(Data supplied)

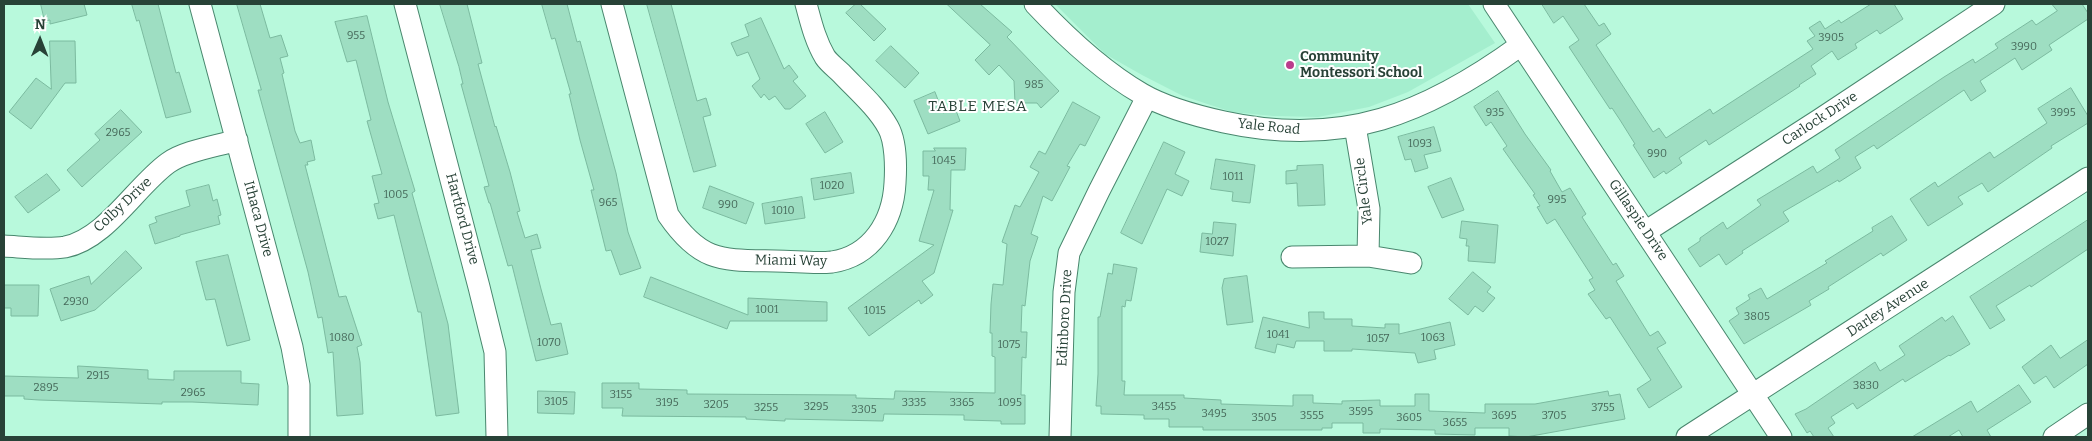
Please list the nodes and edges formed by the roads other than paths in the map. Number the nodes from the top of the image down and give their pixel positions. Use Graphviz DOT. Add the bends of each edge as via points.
graph roads {
  1 [pos="200,4"];
  2 [pos="405,4"];
  3 [pos="612,4"];
  4 [pos="806,4"];
  5 [pos="1035,4"];
  6 [pos="1494,4"];
  7 [pos="1994,4"];
  8 [pos="1522,45"];
  9 [pos="1147,97"];
  10 [pos="1355,126"];
  11 [pos="237,140"];
  12 [pos="2088,178"];
  13 [pos="1645,232"];
  14 [pos="4,246"];
  15 [pos="1368,256"];
  16 [pos="1292,257"];
  17 [pos="1410,263"];
  18 [pos="1753,396"];
  19 [pos="2088,414"];
  20 [pos="299,437"];
  21 [pos="497,437"];
  22 [pos="1060,437"];
  23 [pos="1687,437"];
  24 [pos="1781,437"];
  25 [pos="2054,437"];
  1 -- 11 [label="street, Ithaca Drive"];
  2 -- 21 [label="street, Hartford Drive" via="492,341"];
  3 -- 4 [label="street, Miami Way" via="668,215 683,236 703,252 717,258 832,262 853,256 872,243 885,225 894,197 896,166 888,128 863,96 826,58 814,36"];
  5 -- 9 [label="street, Yale Road" via="1094,60"];
  6 -- 8 [label="street, Gillaspie Drive"];
  7 -- 13 [label="street, Carlock Drive"];
  8 -- 10 [label="street, Yale Road" via="1448,92 1402,113"];
  8 -- 13 [label="street, Gillaspie Drive"];
  9 -- 10 [label="street, Yale Road" via="1199,116 1258,129 1301,132"];
  9 -- 22 [label="street, Edinboro Drive" via="1070,253 1064,292"];
  10 -- 15 [label="street, Yale Circle" via="1368,209"];
  11 -- 14 [label="street, Colby Drive" via="169,162 114,216 82,242 64,247"];
  11 -- 20 [label="street, Ithaca Drive" via="292,347 299,385"];
  12 -- 18 [label="street, Darley Avenue"];
  13 -- 18 [label="street, Gillaspie Drive"];
  15 -- 16 [label="street"];
  15 -- 17 [label="street"];
  18 -- 23 [label="street, Darley Avenue"];
  18 -- 24 [label="street, Gillaspie Drive"];
  19 -- 25 [label="street"];
}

(End Data supplied)

### Task prompt
Set down every line above exactly, pictures excluded.

### Solution
Please list the nodes and edges formed by the roads other than paths in the map. Number the nodes from the top of the image down and give their pixel positions. Use Graphviz DOT. Add the bends of each edge as via points.
graph roads {
  1 [pos="200,4"];
  2 [pos="405,4"];
  3 [pos="612,4"];
  4 [pos="806,4"];
  5 [pos="1035,4"];
  6 [pos="1494,4"];
  7 [pos="1994,4"];
  8 [pos="1522,45"];
  9 [pos="1147,97"];
  10 [pos="1355,126"];
  11 [pos="237,140"];
  12 [pos="2088,178"];
  13 [pos="1645,232"];
  14 [pos="4,246"];
  15 [pos="1368,256"];
  16 [pos="1292,257"];
  17 [pos="1410,263"];
  18 [pos="1753,396"];
  19 [pos="2088,414"];
  20 [pos="299,437"];
  21 [pos="497,437"];
  22 [pos="1060,437"];
  23 [pos="1687,437"];
  24 [pos="1781,437"];
  25 [pos="2054,437"];
  1 -- 11 [label="street, Ithaca Drive"];
  2 -- 21 [label="street, Hartford Drive" via="492,341"];
  3 -- 4 [label="street, Miami Way" via="668,215 683,236 703,252 717,258 832,262 853,256 872,243 885,225 894,197 896,166 888,128 863,96 826,58 814,36"];
  5 -- 9 [label="street, Yale Road" via="1094,60"];
  6 -- 8 [label="street, Gillaspie Drive"];
  7 -- 13 [label="street, Carlock Drive"];
  8 -- 10 [label="street, Yale Road" via="1448,92 1402,113"];
  8 -- 13 [label="street, Gillaspie Drive"];
  9 -- 10 [label="street, Yale Road" via="1199,116 1258,129 1301,132"];
  9 -- 22 [label="street, Edinboro Drive" via="1070,253 1064,292"];
  10 -- 15 [label="street, Yale Circle" via="1368,209"];
  11 -- 14 [label="street, Colby Drive" via="169,162 114,216 82,242 64,247"];
  11 -- 20 [label="street, Ithaca Drive" via="292,347 299,385"];
  12 -- 18 [label="street, Darley Avenue"];
  13 -- 18 [label="street, Gillaspie Drive"];
  15 -- 16 [label="street"];
  15 -- 17 [label="street"];
  18 -- 23 [label="street, Darley Avenue"];
  18 -- 24 [label="street, Gillaspie Drive"];
  19 -- 25 [label="street"];
}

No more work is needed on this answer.